You will first need to install PyTorch separately, as it is required for building one of our dependencies (natten). We recommend installing within a virtual environment, such as venv or mamba:

# create a virtual environment
mamba create -n spatial-attention -y python=3.11 pytorch ninja cmake

# activate the virtual environment
mamba activate spatial-attention

# install the package(s)
pip install spatial-grouping-attention
pip install natten==0.17.5 # requires python 3.11

From source

To install the latest development version directly from GitHub, follow the creation and activation of a virtual environment, as above, then run:

pip install git+https://github.com/rhoadesScholar/spatial-grouping-attention.git

Usage

The spatial grouping attention mechanism automatically computes query grid parameters (q_spacing and q_grid_shape) from the input key grid and convolution parameters. This makes it easy to use - you only need to specify the input resolution and the algorithm handles the spatial downsampling.

Basic 2D Dense Attention

import torch
from spatial_grouping_attention import DenseSpatialGroupingAttention

# Create attention module with 7x7 grouping kernel, stride=1 (no downsampling)
attention = DenseSpatialGroupingAttention(
    feature_dims=128,
    spatial_dims=2,
    kernel_size=7,        # 7x7 spatial grouping
    stride=1,            # No spatial downsampling
    num_heads=8,
    mlp_ratio=4
)

# Input: 32x32 image with 128 features per pixel
batch_size, height, width = 2, 32, 32
x = torch.randn(batch_size, height * width, 128)

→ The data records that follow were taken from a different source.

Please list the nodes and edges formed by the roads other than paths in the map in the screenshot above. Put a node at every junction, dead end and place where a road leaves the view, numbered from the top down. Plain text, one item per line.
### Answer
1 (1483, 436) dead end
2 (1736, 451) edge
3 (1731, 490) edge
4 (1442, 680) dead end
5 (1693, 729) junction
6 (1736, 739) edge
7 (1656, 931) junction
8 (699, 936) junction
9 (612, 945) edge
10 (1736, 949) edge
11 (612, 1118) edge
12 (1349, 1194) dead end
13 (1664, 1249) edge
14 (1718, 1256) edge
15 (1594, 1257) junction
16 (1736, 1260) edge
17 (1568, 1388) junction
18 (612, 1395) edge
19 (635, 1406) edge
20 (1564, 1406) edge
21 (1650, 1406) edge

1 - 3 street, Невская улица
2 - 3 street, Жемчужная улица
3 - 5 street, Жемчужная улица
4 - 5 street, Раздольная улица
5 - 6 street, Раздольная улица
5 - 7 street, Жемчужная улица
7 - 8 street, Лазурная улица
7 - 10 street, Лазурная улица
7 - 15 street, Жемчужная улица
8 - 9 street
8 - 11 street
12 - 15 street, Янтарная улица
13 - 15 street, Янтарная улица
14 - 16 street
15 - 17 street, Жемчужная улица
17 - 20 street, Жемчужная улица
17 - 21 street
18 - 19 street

# Only specify input (key) grid - query grid computed automatically
input_spacing = (0.5, 0.5)      # 0.5 microns per pixel
input_grid_shape = (32, 32)     # Input resolution

output = attention(x=x, input_spacing=input_spacing, input_grid_shape=input_grid_shape)
# Auto-computed: q_spacing = (0.5, 0.5) * 1 = (0.5, 0.5)
# Auto-computed: q_grid_shape = (32, 32) (no downsampling with stride=1)
print(f"Output shape: {output['x_out'].shape}")  # (2, 1024, 128)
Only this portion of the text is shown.